======== Data section ========

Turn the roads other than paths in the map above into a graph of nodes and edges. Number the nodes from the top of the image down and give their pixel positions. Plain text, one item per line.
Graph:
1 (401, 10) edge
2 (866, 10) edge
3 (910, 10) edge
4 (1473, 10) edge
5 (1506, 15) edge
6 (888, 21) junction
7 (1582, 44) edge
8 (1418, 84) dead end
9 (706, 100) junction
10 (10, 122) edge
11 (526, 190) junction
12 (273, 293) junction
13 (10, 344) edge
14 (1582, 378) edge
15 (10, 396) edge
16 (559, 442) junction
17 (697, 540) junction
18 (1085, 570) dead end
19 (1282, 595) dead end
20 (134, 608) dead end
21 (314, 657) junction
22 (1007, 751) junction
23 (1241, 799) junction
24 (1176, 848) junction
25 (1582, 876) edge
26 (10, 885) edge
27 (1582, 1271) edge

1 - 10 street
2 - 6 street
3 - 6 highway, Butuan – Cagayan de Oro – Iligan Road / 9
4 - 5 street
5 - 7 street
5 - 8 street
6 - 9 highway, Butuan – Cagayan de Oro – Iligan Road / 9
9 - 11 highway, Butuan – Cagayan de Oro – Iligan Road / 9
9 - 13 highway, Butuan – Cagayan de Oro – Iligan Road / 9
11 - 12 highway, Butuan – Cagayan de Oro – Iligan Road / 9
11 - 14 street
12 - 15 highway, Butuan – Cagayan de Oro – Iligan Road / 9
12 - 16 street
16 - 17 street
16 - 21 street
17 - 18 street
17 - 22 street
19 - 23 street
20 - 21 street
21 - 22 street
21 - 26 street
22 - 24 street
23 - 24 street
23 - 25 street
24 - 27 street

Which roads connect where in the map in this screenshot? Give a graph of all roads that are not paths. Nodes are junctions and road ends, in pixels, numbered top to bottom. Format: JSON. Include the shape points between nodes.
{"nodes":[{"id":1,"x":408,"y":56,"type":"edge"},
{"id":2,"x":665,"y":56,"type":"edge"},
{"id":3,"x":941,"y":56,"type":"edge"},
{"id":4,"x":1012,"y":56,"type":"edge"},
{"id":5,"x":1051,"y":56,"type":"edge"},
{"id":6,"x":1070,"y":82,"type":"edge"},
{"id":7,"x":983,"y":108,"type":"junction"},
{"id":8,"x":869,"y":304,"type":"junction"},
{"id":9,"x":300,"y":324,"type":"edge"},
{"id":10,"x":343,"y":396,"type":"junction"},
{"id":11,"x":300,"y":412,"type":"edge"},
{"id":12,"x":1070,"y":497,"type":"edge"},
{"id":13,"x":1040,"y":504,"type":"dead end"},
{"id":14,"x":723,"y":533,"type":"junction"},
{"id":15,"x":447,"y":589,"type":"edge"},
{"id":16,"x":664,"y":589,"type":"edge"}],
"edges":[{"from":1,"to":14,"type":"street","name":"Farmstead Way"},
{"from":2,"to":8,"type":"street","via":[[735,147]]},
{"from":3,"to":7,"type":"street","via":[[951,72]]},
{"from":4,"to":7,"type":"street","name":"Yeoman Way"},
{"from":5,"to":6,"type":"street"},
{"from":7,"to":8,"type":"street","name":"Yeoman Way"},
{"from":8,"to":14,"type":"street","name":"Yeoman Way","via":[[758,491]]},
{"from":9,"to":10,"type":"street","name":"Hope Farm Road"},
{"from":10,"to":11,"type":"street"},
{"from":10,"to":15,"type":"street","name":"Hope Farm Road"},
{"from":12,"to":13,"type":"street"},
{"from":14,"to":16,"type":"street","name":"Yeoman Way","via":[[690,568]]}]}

========

For each line above that contains "Butuan", make a copy.

3 - 6 highway, Butuan – Cagayan de Oro – Iligan Road / 9
6 - 9 highway, Butuan – Cagayan de Oro – Iligan Road / 9
9 - 11 highway, Butuan – Cagayan de Oro – Iligan Road / 9
9 - 13 highway, Butuan – Cagayan de Oro – Iligan Road / 9
11 - 12 highway, Butuan – Cagayan de Oro – Iligan Road / 9
12 - 15 highway, Butuan – Cagayan de Oro – Iligan Road / 9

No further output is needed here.